(Willing to PR if this is acceptable) Mimic `adamw_torch_4bit` and have `adamw_torch_8bit`

huggingface / transformers

🤗 Transformers: State-of-the-art Machine Learning for Pytorch, TensorFlow, and JAX.

https://huggingface.co/transformers

Apache License 2.0

135.49k stars 27.12k forks source link

(Willing to PR if this is acceptable) Mimic `adamw_torch_4bit` and have `adamw_torch_8bit` #34893

Open fzyzcjy opened 2 days ago

fzyzcjy commented 2 days ago

Feature request

Hi thanks for the lib! Currently there is adamw_torch_4bit, but I hope to mimic it to have a adamw_torch_8bit that uses 8bit torchao adamw.

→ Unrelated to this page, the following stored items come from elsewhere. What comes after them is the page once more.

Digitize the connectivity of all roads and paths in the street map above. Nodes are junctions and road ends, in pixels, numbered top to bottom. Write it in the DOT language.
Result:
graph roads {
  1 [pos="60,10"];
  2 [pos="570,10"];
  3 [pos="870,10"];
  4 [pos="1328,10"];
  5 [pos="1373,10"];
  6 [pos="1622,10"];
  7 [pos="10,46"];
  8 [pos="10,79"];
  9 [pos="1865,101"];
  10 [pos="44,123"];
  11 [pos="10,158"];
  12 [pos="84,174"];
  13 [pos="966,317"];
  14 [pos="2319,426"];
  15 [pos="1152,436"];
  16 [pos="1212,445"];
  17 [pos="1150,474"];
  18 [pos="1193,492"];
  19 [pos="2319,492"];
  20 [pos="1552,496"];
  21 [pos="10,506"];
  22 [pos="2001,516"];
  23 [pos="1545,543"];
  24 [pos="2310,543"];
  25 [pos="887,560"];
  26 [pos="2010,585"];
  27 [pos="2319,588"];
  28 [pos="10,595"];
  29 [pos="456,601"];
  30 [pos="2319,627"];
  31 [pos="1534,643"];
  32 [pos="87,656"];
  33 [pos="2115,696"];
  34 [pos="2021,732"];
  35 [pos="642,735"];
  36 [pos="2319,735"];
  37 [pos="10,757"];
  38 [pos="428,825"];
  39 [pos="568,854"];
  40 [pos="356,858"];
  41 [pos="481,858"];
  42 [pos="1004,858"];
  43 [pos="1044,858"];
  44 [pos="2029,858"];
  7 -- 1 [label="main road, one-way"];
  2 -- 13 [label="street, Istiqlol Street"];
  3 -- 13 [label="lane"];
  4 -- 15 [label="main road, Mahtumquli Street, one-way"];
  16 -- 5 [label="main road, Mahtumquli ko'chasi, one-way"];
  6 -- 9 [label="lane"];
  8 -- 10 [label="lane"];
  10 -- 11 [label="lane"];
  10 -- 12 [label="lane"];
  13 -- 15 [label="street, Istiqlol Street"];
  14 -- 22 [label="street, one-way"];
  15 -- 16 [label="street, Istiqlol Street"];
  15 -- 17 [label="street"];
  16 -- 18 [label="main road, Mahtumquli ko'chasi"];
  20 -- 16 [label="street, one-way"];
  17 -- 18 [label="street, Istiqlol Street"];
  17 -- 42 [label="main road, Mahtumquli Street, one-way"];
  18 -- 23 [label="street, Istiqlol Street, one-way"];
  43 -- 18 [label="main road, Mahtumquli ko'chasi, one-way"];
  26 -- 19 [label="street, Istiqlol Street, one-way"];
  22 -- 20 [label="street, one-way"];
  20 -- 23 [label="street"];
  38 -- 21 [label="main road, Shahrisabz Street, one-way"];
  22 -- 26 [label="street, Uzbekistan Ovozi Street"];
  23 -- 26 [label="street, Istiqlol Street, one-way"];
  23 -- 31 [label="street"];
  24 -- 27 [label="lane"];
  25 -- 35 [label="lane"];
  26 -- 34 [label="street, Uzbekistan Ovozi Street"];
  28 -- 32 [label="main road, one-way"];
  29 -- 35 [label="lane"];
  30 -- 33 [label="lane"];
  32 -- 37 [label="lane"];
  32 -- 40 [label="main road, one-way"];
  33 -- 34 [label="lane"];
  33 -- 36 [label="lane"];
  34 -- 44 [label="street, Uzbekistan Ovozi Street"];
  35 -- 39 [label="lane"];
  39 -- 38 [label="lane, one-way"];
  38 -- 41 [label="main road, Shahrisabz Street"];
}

The reason is that, I would like to use deepspeed cpu offload for the optimizer, and also use 8bit adamw. However, the 8bit one in current hf transformers does not support cpu, so I need to use the torchao one.

Motivation

Your contribution

yes, willing to PR

Rocketknight1 commented 21 hours ago

cc @muellerzr for deepspeed/accelerate!

muellerzr commented 20 hours ago

A PR for this would be great 🤗 cc @SunMarc

fzyzcjy commented 20 hours ago

Thanks! I will do that later.

SunMarc commented 18 hours ago

Feel free to add it ! Let me know if you need any help

fzyzcjy commented 10 hours ago

Thanks! I will firstly mimic the 4bit one and see whether it works.